Kematian Akibat Rokok Tinggi Tetapi Masih Banyak Peminat, Ini Sebabnya

By Erinintyani Shabrina Ramadhini, Rabu, 4 Juli 2018 | 19:10 WIB
Banyak orang meninggal akibat rokok, seharusnya pemerintah lakukan ini! (iStock)

Nakita.id - Walaupun mengandung ribuan zat kimia yang berbahaya, merokok tampaknya masih menjadi aktivitas mengasyikkan di Indonesia.

Hal ini dibuktikan oleh data Organisasi Kesehatan Dunia tahun 2015 lalu yang menunjukkan, sepertiga anak laki-laki berusia 13-15 tahun di Indonesia mengonsumsi produk tembakau.

Lebih dari 3,9 juta anak berusia 10 dan 14 tahun menjadi perokok setiap tahunnya, serta setidaknya 239.000 anak dibawah usia 10 tahun sudah merokok.

Tak hanya itu, bahkan lebih dari 40 juta anak balita menjadi perokok pasif.

Padahal, menjadi perokok pasif tak kalah berbahaya karena dapat meningkatkan 20-30% risiko kanker paru serta 25-35% risiko penyakit jantung.

BACA JUGA: Cegah Agar Anak Tak Merokok Sejak Usia Dini, Begini Caranya!

Diluar itu, masih berdasarkan data WHO rokok mengakibatkan 5,4 juta kematian dini setiap tahunnya.

Dengan angka kematian yang demikian mengerikan, mengapa rokok masih banyak diminati?

"Itu karena harga rokok di Indonesia masih murah, sehingga dapat dijangkau berbagai kalangan termasuk anak-anak," ujar Dr. dr.

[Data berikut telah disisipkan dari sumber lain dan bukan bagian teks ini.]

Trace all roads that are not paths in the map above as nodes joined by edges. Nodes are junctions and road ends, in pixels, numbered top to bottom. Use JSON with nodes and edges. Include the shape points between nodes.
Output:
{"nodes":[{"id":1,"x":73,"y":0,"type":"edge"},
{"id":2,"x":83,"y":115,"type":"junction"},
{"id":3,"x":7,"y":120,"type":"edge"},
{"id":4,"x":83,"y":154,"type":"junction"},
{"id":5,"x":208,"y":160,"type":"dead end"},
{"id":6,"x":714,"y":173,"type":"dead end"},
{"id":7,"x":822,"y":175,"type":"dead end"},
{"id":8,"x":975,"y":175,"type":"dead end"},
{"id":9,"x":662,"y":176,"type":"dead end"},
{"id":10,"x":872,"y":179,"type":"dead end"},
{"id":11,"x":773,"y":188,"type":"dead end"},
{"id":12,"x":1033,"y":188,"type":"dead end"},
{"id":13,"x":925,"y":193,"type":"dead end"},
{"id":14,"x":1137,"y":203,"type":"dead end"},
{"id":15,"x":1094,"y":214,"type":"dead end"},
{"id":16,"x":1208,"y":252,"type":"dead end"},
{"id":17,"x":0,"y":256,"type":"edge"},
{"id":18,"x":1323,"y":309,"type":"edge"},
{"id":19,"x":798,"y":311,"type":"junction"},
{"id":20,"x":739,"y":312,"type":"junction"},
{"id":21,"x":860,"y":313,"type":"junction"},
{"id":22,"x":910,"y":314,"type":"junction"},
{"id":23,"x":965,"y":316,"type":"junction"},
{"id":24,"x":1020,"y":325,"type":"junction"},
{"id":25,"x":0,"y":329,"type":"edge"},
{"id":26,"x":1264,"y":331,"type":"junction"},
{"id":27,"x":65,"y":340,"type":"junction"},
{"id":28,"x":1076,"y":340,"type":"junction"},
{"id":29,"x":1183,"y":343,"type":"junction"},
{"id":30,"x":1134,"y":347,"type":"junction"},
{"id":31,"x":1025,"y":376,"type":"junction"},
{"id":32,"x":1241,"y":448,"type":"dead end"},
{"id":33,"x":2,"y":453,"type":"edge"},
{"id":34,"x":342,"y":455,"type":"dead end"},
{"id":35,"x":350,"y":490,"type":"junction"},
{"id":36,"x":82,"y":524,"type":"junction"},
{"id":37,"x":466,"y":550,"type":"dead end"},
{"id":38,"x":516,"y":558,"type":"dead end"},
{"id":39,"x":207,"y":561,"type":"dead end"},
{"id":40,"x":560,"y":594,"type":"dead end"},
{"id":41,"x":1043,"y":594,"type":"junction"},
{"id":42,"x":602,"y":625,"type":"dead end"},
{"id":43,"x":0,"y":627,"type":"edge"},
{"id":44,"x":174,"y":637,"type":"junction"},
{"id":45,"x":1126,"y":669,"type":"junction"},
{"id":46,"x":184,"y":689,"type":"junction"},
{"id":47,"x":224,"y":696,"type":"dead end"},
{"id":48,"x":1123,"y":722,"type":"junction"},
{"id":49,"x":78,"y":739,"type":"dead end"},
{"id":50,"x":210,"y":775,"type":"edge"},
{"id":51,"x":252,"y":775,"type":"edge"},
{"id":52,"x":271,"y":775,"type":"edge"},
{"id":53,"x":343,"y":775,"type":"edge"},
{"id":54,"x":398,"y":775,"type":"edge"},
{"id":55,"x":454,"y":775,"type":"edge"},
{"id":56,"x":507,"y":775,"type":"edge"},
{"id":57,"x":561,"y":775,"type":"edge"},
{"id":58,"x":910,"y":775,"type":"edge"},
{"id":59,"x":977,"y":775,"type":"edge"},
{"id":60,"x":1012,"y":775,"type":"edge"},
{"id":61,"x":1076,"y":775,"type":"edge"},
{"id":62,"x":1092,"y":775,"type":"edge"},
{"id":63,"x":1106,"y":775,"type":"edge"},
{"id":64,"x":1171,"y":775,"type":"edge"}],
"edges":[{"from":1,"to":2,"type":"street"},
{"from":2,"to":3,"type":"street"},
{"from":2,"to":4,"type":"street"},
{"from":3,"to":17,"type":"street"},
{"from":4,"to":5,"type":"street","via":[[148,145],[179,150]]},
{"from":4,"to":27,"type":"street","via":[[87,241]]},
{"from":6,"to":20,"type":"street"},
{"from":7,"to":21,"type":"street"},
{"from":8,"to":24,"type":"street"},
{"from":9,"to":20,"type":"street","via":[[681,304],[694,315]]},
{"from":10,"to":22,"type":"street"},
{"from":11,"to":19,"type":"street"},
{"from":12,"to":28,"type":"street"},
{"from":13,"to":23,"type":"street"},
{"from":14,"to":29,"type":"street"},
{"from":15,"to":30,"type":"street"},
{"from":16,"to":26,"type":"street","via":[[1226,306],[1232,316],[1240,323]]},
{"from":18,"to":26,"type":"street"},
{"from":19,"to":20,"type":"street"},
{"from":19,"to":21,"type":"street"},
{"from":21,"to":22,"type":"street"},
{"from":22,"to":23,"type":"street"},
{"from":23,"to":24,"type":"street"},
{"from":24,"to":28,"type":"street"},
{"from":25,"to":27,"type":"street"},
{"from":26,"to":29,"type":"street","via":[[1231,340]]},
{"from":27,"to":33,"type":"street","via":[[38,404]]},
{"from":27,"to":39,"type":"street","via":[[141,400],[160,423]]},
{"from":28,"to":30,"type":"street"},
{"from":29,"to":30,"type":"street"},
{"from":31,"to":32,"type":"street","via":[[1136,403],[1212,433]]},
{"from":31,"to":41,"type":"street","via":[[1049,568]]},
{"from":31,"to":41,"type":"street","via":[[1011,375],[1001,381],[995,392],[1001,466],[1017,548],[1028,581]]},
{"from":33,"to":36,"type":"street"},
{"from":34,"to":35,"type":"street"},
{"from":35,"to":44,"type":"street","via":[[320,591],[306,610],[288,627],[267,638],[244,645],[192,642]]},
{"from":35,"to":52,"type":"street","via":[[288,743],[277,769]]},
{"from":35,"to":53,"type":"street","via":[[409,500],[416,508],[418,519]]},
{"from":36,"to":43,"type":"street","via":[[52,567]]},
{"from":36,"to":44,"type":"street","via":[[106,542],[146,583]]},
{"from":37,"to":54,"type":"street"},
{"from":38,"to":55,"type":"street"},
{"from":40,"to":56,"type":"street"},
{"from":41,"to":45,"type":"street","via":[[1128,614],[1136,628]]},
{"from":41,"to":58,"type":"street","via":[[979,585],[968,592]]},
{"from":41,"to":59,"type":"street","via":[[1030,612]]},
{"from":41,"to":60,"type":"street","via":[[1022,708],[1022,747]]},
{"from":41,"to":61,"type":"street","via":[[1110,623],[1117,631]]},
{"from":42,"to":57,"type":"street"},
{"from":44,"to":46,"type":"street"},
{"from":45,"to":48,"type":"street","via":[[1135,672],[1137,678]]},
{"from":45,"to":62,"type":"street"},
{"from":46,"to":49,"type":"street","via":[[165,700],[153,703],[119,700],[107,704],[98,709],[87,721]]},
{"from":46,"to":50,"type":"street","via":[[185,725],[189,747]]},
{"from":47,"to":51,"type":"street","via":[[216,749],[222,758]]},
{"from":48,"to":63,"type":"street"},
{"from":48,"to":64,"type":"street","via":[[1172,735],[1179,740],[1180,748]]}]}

Ismoyo Sunu, Sp.JP(K), FIHA, FasCC pada Nakita.id beberapa waktu lalu.

Ketua PP PERKI (Perhimpunan Dokter Spesialis Kardiovaskular Indonesia) ini mengungkapkan keprihatinannya terkait konsumsi rokok di Indonesia.

"Menyedihkan memang, karena sekitar 70% perokok itu justru berasal dari keluarga miskin dan masih berusia produktif.

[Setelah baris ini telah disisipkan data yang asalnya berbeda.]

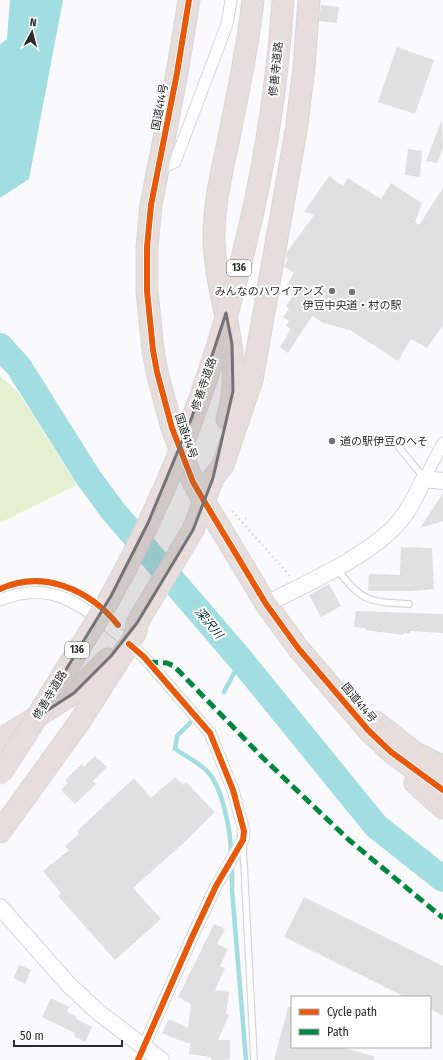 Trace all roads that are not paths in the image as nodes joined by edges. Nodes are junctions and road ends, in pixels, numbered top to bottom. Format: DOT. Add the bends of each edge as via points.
graph roads {
  1 [pos="189,0"];
  2 [pos="231,0"];
  3 [pos="253,0"];
  4 [pos="283,0"];
  5 [pos="309,0"];
  6 [pos="159,169"];
  7 [pos="443,443"];
  8 [pos="398,446"];
  9 [pos="213,478"];
  10 [pos="424,479"];
  11 [pos="443,481"];
  12 [pos="204,501"];
  13 [pos="336,567"];
  14 [pos="0,600"];
  15 [pos="266,604"];
  16 [pos="409,604"];
  17 [pos="130,635"];
  18 [pos="346,702"];
  19 [pos="0,740"];
  20 [pos="391,752"];
  21 [pos="443,767"];
  22 [pos="0,774"];
  23 [pos="443,790"];
  24 [pos="443,808"];
  25 [pos="0,832"];
  26 [pos="240,845"];
  27 [pos="0,907"];
  28 [pos="140,1054"];
  29 [pos="161,1060"];
  30 [pos="254,1060"];
  1 -- 6 [label="highway, 国道414号"];
  2 -- 6 [label="street" via="227,24 175,162"];
  3 -- 9 [label="highway, 136" via="244,62 216,200 214,237 235,372 229,415 215,460"];
  4 -- 22 [label="highway, 修善寺道路 / 136, bridge" via="272,106 259,184 237,277 192,417 148,523 111,596"];
  5 -- 9 [label="highway" via="296,131 252,380 223,465"];
  6 -- 12 [label="highway, 国道414号" via="151,205 147,247 147,291 153,350 172,428 193,482"];
  7 -- 10 [label="street"];
  8 -- 10 [label="lane"];
  9 -- 12 [label="highway, 136"];
  10 -- 11 [label="street"];
  10 -- 13 [label="street" via="408,511 397,525"];
  12 -- 15 [label="highway, 国道414号"];
  12 -- 17 [label="highway" via="193,530"];
  13 -- 15 [label="street"];
  13 -- 16 [label="lane" via="350,585 370,600"];
  14 -- 17 [label="street" via="24,592 52,593 81,605"];
  15 -- 18 [label="highway, 国道414号" via="298,648"];
  17 -- 19 [label="highway" via="74,693"];
  17 -- 25 [label="highway" via="80,721"];
  17 -- 26 [label="street" via="144,657 210,734 241,816 244,830"];
  18 -- 20 [label="highway, 国道414号" via="368,730"];
  18 -- 21 [label="highway" via="380,724 414,752"];
  20 -- 23 [label="highway, 国道414号"];
  20 -- 24 [label="highway" via="407,776"];
  26 -- 28 [label="street" via="193,934"];
  26 -- 30 [label="lane"];
  27 -- 28 [label="street" via="69,985"];
  28 -- 29 [label="street"];
}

Jadi uang yang seharusnya digunakan untuk membeli makanan atau kebutuhan keluarga malah untuk beli rokok, bakar uang itu", ungkapnya berkelakar.

Sejauh ini, PERKI sudah memiliki program Keluarga Proaktif Kardiovaskular Sehat Indonesia (Koaktivasi).

BACA JUGA: Koki Pribadi Bocorkan Kebiasaan Aneh Anggota Keluarga Kerajaan Inggris, Tak Banyak yang Tahu

PERKI berharap, jika keluarga proaktif dalam mengidentifikasi faktor risiko apa saja penyakitnya maka akan menjadi kunci keberhasilan pencegahan penyakit kardiovaskular.

"Selama ini sudah banyak pembinaan dari tenaga kesehatan tetapi tidak sepenuhnya berhasil, karena keluarga masih pasif padahal kesejahteraan rumah tangga harus dimulai dari keluarga," tutur Ismoyo.

Selain itu, Ismoyo juga menuturkan urgensi pemerintah untuk menaikkan cukai rokok, dengan demikian maka diharapkan dapat menurunkan angka perokok.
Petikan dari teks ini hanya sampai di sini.